The main challenge you will face when working with pearl onions is peeling them. Peeling normal onions is already a hassle, so you can imagine how annoying peeling many tiny onions can be. You can buy frozen, peeled pearl onions to bypass this step entirely. If you're married to using the fresh ones, blanching them makes the peels slide off a little bit easier.
Although cipollini onions share pearl onions' diminutive size, they are not the same thing at all. As The Kitchn explains, cipollinis are a special onion variety with a higher sugar content than the average onion. They're originally Italian but are now pretty easy to find in U.S. grocery stores. Instead of being perfectly spherical, they have a sort of thick disk shape. Color-wise, cipollinis are similar to standard yellow onions.
Fine Cooking says the classic way to serve cipollinis is to cook them whole and dress them in Italian-style sweet and sour sauce, but they sing in any application that calls for a sweeter-than-average onion. You can roast them, braise them, put them in a stew, or caramelize them to make the most candy-like onion topping you've ever tasted. Like pearl onions, they can be kind of annoying to peel, and it's best to blanch them before removing the outer layers.

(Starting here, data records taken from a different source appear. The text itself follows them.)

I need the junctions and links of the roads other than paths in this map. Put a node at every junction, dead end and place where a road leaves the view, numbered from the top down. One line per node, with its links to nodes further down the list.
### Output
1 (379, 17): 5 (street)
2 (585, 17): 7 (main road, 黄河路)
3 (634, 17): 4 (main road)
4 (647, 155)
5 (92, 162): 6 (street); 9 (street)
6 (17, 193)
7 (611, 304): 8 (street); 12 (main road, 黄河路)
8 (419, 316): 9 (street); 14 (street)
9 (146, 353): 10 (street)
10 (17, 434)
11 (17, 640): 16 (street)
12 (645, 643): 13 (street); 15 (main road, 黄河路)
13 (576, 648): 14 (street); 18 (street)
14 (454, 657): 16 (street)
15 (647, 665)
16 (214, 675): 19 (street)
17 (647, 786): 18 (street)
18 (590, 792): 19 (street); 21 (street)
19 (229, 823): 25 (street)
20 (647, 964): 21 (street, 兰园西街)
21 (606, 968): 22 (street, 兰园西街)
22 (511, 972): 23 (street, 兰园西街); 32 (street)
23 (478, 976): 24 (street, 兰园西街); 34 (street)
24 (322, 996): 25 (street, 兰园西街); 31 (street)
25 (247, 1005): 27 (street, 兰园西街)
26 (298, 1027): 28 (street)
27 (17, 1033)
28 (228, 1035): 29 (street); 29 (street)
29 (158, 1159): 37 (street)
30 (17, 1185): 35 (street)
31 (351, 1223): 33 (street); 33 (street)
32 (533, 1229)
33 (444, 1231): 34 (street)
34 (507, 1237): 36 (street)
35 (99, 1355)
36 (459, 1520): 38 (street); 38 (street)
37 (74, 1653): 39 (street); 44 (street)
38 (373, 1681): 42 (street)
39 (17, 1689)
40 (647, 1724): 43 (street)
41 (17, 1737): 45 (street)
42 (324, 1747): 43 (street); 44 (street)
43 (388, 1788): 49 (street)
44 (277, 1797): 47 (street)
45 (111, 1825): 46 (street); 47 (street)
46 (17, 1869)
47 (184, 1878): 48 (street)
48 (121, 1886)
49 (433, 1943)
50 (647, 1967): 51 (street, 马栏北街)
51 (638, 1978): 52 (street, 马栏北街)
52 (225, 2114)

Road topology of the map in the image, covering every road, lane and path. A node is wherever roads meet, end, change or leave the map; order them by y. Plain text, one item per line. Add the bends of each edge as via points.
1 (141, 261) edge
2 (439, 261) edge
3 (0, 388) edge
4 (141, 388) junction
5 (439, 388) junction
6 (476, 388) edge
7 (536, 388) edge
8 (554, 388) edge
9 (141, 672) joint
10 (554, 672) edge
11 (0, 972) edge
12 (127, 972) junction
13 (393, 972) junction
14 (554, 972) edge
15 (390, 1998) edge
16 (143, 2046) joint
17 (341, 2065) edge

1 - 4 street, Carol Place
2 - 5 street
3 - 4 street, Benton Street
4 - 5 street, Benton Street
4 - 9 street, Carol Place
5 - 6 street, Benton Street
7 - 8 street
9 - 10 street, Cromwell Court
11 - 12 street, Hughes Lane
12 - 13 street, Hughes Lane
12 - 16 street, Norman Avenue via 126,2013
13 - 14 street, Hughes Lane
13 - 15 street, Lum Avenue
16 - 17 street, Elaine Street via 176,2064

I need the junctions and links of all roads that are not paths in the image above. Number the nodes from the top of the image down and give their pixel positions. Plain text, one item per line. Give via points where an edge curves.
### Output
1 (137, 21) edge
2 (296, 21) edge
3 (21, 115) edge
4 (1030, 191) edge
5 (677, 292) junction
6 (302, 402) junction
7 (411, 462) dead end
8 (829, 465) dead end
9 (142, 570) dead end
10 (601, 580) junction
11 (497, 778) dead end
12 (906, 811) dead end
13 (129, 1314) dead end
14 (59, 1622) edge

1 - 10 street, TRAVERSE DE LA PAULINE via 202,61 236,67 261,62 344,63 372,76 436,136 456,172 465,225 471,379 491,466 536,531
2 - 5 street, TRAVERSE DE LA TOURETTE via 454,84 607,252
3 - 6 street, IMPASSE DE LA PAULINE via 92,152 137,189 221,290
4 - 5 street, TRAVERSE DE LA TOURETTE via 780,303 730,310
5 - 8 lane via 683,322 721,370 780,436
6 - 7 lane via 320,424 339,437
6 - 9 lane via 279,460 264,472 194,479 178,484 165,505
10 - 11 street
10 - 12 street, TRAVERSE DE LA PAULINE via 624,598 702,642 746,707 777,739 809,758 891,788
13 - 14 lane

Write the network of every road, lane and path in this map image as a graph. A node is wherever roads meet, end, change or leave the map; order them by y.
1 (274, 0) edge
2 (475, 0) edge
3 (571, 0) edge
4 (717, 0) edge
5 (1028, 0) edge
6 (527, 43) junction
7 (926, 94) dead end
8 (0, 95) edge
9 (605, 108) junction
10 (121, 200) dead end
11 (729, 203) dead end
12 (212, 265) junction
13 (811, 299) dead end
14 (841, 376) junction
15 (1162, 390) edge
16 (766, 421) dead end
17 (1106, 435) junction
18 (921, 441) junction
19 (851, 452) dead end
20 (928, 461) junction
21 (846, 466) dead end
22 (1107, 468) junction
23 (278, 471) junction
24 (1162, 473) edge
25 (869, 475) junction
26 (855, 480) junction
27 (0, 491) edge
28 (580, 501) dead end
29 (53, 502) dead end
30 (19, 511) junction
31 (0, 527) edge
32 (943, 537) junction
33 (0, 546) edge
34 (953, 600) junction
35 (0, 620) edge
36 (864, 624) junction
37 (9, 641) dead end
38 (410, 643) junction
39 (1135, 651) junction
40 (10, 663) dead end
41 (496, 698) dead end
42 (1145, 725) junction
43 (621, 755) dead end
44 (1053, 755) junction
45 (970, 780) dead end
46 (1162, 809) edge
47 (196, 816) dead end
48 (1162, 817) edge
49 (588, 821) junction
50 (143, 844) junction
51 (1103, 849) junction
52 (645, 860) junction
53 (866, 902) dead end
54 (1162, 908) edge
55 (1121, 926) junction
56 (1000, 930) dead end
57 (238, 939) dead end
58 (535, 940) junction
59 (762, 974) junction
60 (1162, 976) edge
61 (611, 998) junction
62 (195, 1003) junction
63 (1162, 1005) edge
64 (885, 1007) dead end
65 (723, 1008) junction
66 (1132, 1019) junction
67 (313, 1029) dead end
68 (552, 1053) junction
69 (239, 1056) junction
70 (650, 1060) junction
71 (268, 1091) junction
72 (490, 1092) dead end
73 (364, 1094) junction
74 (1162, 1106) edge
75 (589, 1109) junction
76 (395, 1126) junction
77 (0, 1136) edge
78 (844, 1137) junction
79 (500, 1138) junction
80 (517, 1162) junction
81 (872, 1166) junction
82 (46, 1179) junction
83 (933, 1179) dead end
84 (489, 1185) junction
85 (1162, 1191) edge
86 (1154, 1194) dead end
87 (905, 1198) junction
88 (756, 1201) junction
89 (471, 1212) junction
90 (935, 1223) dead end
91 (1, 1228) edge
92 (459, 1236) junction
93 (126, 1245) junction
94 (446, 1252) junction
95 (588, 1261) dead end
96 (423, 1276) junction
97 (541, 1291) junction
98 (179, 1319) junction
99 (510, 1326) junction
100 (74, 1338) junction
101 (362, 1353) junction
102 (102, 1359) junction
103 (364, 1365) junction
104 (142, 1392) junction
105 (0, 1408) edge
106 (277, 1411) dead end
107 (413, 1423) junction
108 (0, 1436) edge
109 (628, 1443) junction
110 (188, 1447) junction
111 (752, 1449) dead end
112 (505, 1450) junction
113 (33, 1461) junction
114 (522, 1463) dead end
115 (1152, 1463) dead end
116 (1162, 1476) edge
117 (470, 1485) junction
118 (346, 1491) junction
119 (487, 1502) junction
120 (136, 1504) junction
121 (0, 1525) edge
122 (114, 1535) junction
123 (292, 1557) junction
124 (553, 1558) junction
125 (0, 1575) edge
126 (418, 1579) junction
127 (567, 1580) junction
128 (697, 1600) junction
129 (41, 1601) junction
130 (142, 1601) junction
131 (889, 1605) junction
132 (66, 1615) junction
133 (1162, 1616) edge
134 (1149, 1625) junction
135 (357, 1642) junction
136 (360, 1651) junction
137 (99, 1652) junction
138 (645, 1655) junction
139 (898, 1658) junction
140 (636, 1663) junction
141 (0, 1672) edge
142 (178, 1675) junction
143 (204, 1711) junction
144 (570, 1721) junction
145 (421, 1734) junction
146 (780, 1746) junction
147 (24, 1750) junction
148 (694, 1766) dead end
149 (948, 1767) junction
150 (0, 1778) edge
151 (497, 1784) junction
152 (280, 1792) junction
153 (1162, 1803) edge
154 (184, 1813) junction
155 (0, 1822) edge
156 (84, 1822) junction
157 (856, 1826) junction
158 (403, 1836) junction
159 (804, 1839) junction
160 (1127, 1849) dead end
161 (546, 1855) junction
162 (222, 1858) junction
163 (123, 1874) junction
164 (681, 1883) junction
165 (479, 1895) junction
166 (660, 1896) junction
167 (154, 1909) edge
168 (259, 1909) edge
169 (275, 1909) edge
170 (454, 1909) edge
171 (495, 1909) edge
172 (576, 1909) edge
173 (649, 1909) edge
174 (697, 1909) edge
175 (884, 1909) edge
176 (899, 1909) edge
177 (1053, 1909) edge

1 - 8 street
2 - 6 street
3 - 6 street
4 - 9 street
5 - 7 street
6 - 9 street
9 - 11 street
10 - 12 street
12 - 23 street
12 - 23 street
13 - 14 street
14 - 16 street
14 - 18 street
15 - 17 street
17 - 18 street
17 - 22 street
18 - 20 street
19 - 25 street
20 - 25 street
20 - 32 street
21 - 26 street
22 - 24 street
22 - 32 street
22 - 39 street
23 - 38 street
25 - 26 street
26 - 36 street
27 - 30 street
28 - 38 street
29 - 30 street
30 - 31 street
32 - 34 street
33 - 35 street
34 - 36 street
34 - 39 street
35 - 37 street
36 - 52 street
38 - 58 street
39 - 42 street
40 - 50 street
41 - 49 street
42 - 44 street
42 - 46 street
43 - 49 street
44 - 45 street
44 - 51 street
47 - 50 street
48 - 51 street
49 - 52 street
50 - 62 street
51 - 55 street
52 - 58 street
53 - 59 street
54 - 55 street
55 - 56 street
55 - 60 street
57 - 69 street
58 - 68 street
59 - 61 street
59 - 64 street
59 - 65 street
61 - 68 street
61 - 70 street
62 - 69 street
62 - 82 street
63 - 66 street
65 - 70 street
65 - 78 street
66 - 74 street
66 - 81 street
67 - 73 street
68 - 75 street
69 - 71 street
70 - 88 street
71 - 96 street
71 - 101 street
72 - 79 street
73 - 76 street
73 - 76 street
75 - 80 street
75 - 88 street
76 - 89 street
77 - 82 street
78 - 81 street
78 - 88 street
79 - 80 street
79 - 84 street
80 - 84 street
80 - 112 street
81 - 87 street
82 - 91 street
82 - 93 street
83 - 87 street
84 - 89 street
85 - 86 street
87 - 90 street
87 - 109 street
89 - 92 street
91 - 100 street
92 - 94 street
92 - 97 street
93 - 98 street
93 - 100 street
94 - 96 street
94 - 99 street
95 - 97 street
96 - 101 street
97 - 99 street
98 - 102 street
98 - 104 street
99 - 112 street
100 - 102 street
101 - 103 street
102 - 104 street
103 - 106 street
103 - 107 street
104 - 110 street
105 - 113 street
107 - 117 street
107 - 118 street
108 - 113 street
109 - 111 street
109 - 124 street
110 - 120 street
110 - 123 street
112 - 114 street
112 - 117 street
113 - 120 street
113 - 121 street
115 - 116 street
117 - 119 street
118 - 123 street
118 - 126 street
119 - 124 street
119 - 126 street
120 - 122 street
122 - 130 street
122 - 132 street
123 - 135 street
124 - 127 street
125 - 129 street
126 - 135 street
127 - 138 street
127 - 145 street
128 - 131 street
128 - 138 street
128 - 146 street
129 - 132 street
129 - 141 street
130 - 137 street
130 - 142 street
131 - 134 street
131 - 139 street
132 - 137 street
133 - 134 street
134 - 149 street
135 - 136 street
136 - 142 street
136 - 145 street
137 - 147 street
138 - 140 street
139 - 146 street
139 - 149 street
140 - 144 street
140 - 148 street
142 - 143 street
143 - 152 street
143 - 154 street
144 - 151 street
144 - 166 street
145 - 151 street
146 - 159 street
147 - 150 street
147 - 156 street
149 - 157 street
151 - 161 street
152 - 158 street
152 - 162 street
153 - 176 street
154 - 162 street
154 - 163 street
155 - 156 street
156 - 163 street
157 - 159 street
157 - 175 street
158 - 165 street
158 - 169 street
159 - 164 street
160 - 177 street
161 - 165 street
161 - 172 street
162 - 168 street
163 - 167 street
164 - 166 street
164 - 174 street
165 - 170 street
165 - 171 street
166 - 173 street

Ramps are another allium with an oniony flavor. According to Epicurious, they have a sharper taste than their fellow onion cousins, shallots and leeks. The site quotes cookbook author Sheri Castle as describing ramps' flavor as a combination between leeks and garlic.
Ramps are a hot commodity in farmers' markets and on trendy restaurant menus. They're a wild plant that must be foraged, rather than grown on a farm, and they grow for a brief period very early in the spring. Because of their rarity (and the high prices that rarity commands), there is a problem with over-harvesting. It's possible that high demand for ramps could hurt ramp populations over time. If you want to avoid possibly unethical ramp sellers, there's a good chance they grow in your area and you can forage them yourself (via Wild Edible).
Since ramps are so special, it makes sense to serve them in ways that highlight their unique flavor. You can grill them whole like spring onions, and they also make for a tasty pickle.